Digital technology is revolutionizing agriculture in Africa (picture @CTAflash)

These solutions developed by young African startups are supported by various institutions including FAO which contributes to their popularization.

These applications are also the best bait to attract youth (60% of the population in sub-Saharan Africa that is 1.2 billion people) in search of gainful employment to focus on the agricultural sector.

Drones

Some estimates think that in the next 5 years, food and agriculture sector will be the world's second largest user of drones. FAO has already used drones in many countries to collect detailed real-time data on food and agriculture challenges, such as the risk of natural disasters and the assessment of the damage they have caused.

FAMEWS Application (Fall Armyworm Monitoring and Early Warning System).

The fall armyworm is an insect that wreaks havoc on corn and other important crops in parts of America, Africa and Asia. Knowing that only farmers can properly manage the monitoring of this pest in their fields, FAO has developed a tool to capture the data they capture while working in the field.

The information inserted in the application is transferred to a global web-based platform and analyzed to produce real-time status reports, calculate infestation levels, and propose measures to reduce their impact.

Nuru application

With FAMEWS, FAO and the Pennsylvania State Unit have developed a complementary speaking application, called Nuru, which, when held near a damaged plant, can immediately confirm if the damage has been caused by the fall armyworm.

Nuru application combines "machine learning" and artificial intelligence. It works with a standard Android phone and can also be used offline. In addition to English, Nuru will soon be available in French, Swahili and Twi and is constantly learning new languages so that it can be understood and used by farmers in other countries or regions.

Nuru will soon be connected to the FAMEWS application, in which all data will be validated by National Focal Points on the Fall Armyworm, and stored on a global web-based platform.

Abalobi application

Abalobi, which means "small fisherman" in Xhosa language, is a mobile application that allows small-scale fishers to record data on their catches (species, dates and locations, fishing method, selling price).

All this information is stored in the application and made available to other artisanal fishermen. There are currently 30,000 artisanal fishermen living along the coast of South Africa living solely from this activity, which straddles commercial and subsistence fisheries. Through self-generated fishery data, they contribute to build community resilience, particularly in the face of climate change.

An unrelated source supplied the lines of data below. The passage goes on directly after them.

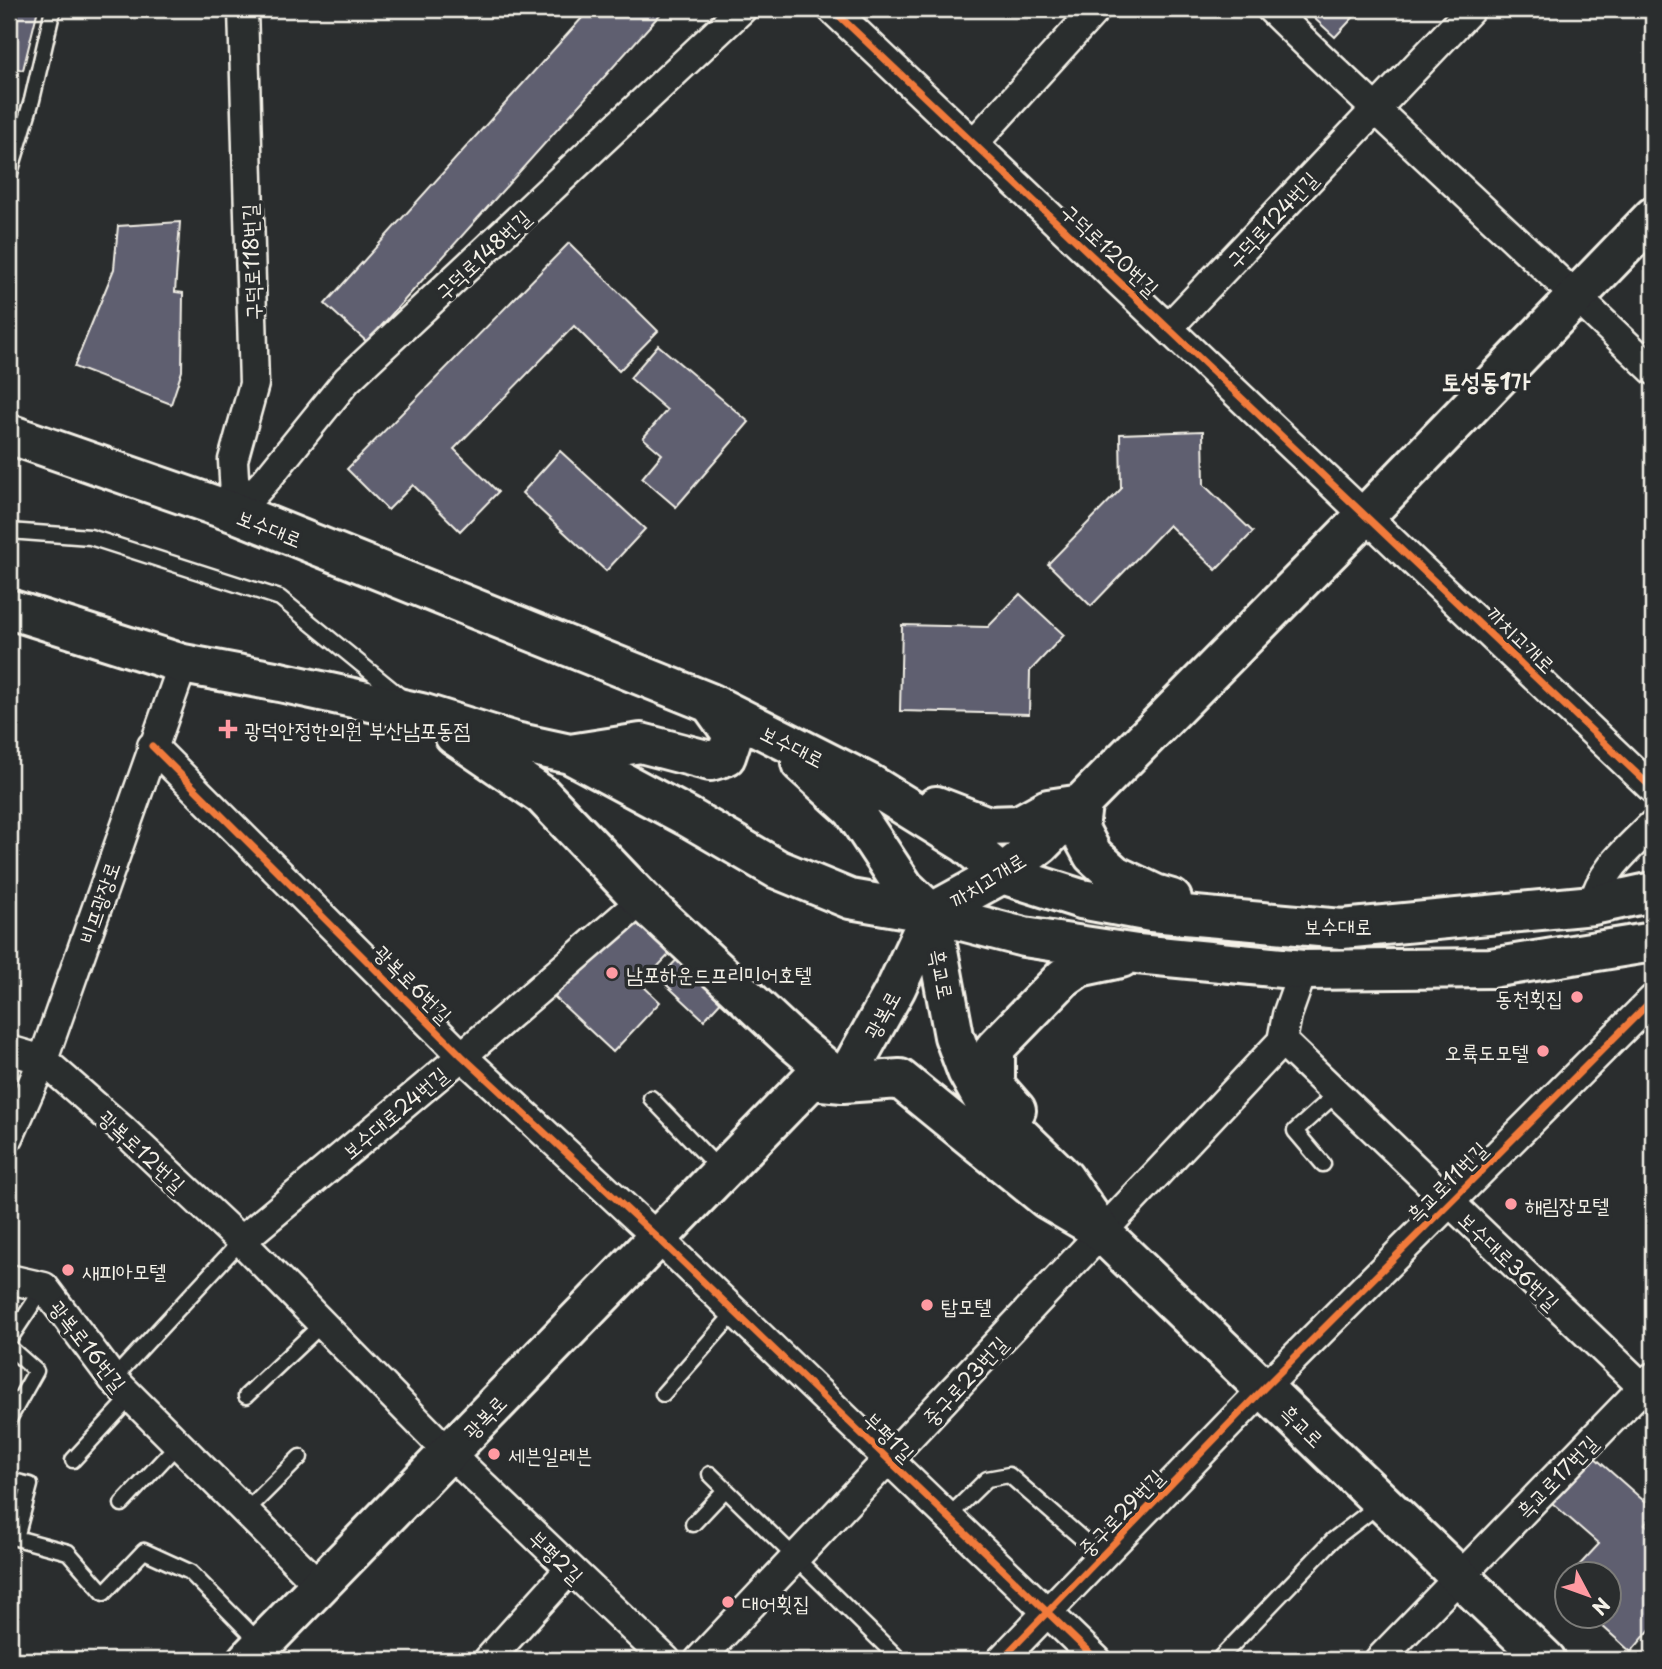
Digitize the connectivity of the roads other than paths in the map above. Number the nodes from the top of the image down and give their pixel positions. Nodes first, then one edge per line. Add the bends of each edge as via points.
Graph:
1 (53, 9) edge
2 (243, 9) edge
3 (743, 9) edge
4 (832, 9) edge
5 (1096, 9) edge
6 (1271, 9) edge
7 (1471, 9) edge
8 (1374, 110) junction
9 (974, 143) junction
10 (9, 176) edge
11 (1653, 217) edge
12 (1577, 296) junction
13 (1168, 328) junction
14 (1653, 370) edge
15 (9, 435) edge
16 (236, 513) junction
17 (1366, 515) junction
18 (9, 531) edge
19 (9, 609) edge
20 (183, 664) junction
21 (709, 703) junction
22 (421, 713) junction
23 (762, 729) junction
24 (152, 746) junction
25 (570, 754) junction
26 (1653, 789) edge
27 (1082, 804) junction
28 (1653, 824) edge
29 (1002, 873) junction
30 (1653, 892) edge
31 (642, 900) junction
32 (1593, 905) junction
33 (932, 913) junction
34 (1248, 921) junction
35 (1653, 942) edge
36 (1137, 954) junction
37 (1303, 970) junction
38 (1653, 999) edge
39 (1282, 1041) junction
40 (9, 1050) edge
41 (462, 1056) junction
42 (43, 1060) junction
43 (843, 1083) junction
44 (1337, 1093) junction
45 (651, 1098) dead end
46 (9, 1137) edge
47 (1323, 1164) dead end
48 (721, 1171) junction
49 (1064, 1178) junction
50 (1450, 1202) junction
51 (1102, 1233) junction
52 (658, 1238) junction
53 (241, 1241) junction
54 (9, 1279) edge
55 (44, 1287) junction
56 (735, 1312) junction
57 (321, 1325) junction
58 (9, 1340) edge
59 (9, 1347) edge
60 (1650, 1387) edge
61 (122, 1388) junction
62 (1264, 1388) junction
63 (663, 1394) dead end
64 (246, 1396) dead end
65 (9, 1419) edge
66 (178, 1444) junction
67 (449, 1452) junction
68 (300, 1457) dead end
69 (73, 1460) dead end
70 (889, 1460) junction
71 (710, 1475) dead end
72 (9, 1480) edge
73 (725, 1490) junction
74 (1382, 1502) junction
75 (122, 1504) dead end
76 (245, 1512) junction
77 (948, 1517) junction
78 (693, 1524) dead end
79 (1102, 1556) junction
80 (796, 1557) junction
81 (570, 1569) junction
82 (1459, 1576) junction
83 (320, 1585) junction
84 (1048, 1612) junction
85 (254, 1653) edge
86 (488, 1660) edge
87 (666, 1660) edge
88 (699, 1660) edge
89 (900, 1660) edge
90 (1001, 1660) edge
91 (1097, 1660) edge
92 (1218, 1660) edge
93 (1379, 1660) edge
94 (1546, 1660) edge

1 - 10 lane
2 - 16 street, 구덕로118번길 via 254,384 233,460
3 - 16 street, 구덕로148번길 via 347,380
4 - 9 street, 구덕로120번길
5 - 9 street
6 - 8 street
7 - 8 street, 구덕로124번길
8 - 12 street
8 - 13 street, 구덕로124번길
9 - 13 street, 구덕로120번길
11 - 12 main road, 까치고개로
12 - 14 street
12 - 17 main road, 까치고개로
13 - 17 street, 구덕로120번길
15 - 16 main road, 보수대로
16 - 21 main road, 보수대로
17 - 26 street, 까치고개로
17 - 27 main road, 까치고개로
18 - 22 lane via 90,537 280,598
19 - 20 main road
20 - 22 main road
20 - 24 street, 비프광장로
21 - 23 main road, 보수대로
21 - 25 main road via 733,735 726,755 709,761 640,743
22 - 25 main road
22 - 31 main road via 542,795
23 - 27 main road via 817,742 936,806 988,825 1019,825 1048,809
23 - 29 main road, 보수대로 via 870,783 965,843
23 - 33 main road via 853,810 904,887
24 - 41 street, 광복로6번길
24 - 42 street, 비프광장로
25 - 33 main road via 777,869 850,900
27 - 29 main road, 까치고개로 via 1041,844
27 - 34 main road via 1079,829 1093,855 1115,875 1155,894
28 - 32 street via 1616,861 1596,888
29 - 33 main road, 까치고개로
29 - 34 main road, 보수대로 via 1081,899 1151,912
30 - 32 main road, 보수대로
31 - 41 street, 보수대로24번길
31 - 43 main road
32 - 34 main road, 보수대로 via 1342,929
33 - 36 main road via 1024,937
33 - 43 main road, 광복로
33 - 49 main road, 흑교로 via 954,1036 967,1071 983,1100
35 - 37 main road via 1491,968
36 - 37 main road
36 - 49 main road via 1079,967 995,1048 995,1086
37 - 39 street
38 - 50 street, 흑교로11번길
39 - 44 street, 보수대로36번길
39 - 51 street, 중구로23번길
40 - 42 street
41 - 52 street, 광복로6번길
41 - 53 street, 보수대로24번길
42 - 46 street, 비프광장로
42 - 53 street, 광복로12번길
43 - 48 main road, 광복로 via 811,1080
43 - 51 main road, 흑교로 via 900,1079 1047,1199
44 - 47 lane via 1295,1131
44 - 50 street, 보수대로36번길
45 - 48 lane
48 - 52 main road, 광복로
49 - 51 main road, 흑교로
50 - 60 street, 보수대로36번길
50 - 62 street, 흑교로11번길
51 - 62 main road, 흑교로
51 - 70 street, 중구로23번길
52 - 56 street, 부평1길
52 - 67 main road, 광복로
53 - 57 street, 광복로12번길
53 - 61 lane
54 - 55 street, 광복로16번길
55 - 58 lane
55 - 61 street, 광복로16번길
56 - 63 lane
56 - 70 street, 부평1길
57 - 64 lane
57 - 67 street, 광복로12번길
59 - 65 lane via 36,1371
60 - 82 street, 흑교로17번길
61 - 66 street, 광복로16번길
61 - 69 lane, 광복로16번길
62 - 74 main road, 흑교로
62 - 79 street, 중구로29번길
66 - 75 lane
66 - 76 street, 광복로16번길
67 - 81 street, 부평2길
67 - 83 main road, 광복로
68 - 76 lane
70 - 77 street, 부평1길
70 - 80 street, 중구로23번길
71 - 73 lane
72 - 85 lane via 30,1485 16,1538 68,1552 104,1593 144,1551 190,1572
73 - 78 lane
73 - 80 lane
74 - 82 main road, 흑교로
74 - 92 lane via 1333,1540
76 - 83 street, 광복로16번길
77 - 79 lane, 중구로29번길 via 988,1479 1009,1475
77 - 84 street, 부평1길
79 - 84 street, 중구로29번길
80 - 88 street, 중구로23번길
80 - 89 lane
81 - 86 street
81 - 87 street, 부평2길
82 - 93 street, 흑교로17번길
82 - 94 main road, 흑교로
83 - 85 main road, 광복로
84 - 90 street, 중구로29번길
84 - 91 street, 부평1길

Agricultural Services Applications

Four new applications provide farmers with real-time services in the form of information on weather, livestock care, markets and nutrition. The application on the weather and the cultural calendar combines information on weather forecasts and crop plans, and contains an early warning service on potential risks.

The application on livestock care and feeding helps reduce losses by providing information on animal disease and livestock feeding strategies.

AgriMarketplace app allows farmers to obtain more accurate supplier information for their purchases of raw materials, where to sell their products, and on market prices.

e-Nutrifood provides recommendations to rural people on the production, conservation and consumption of nutritious foods.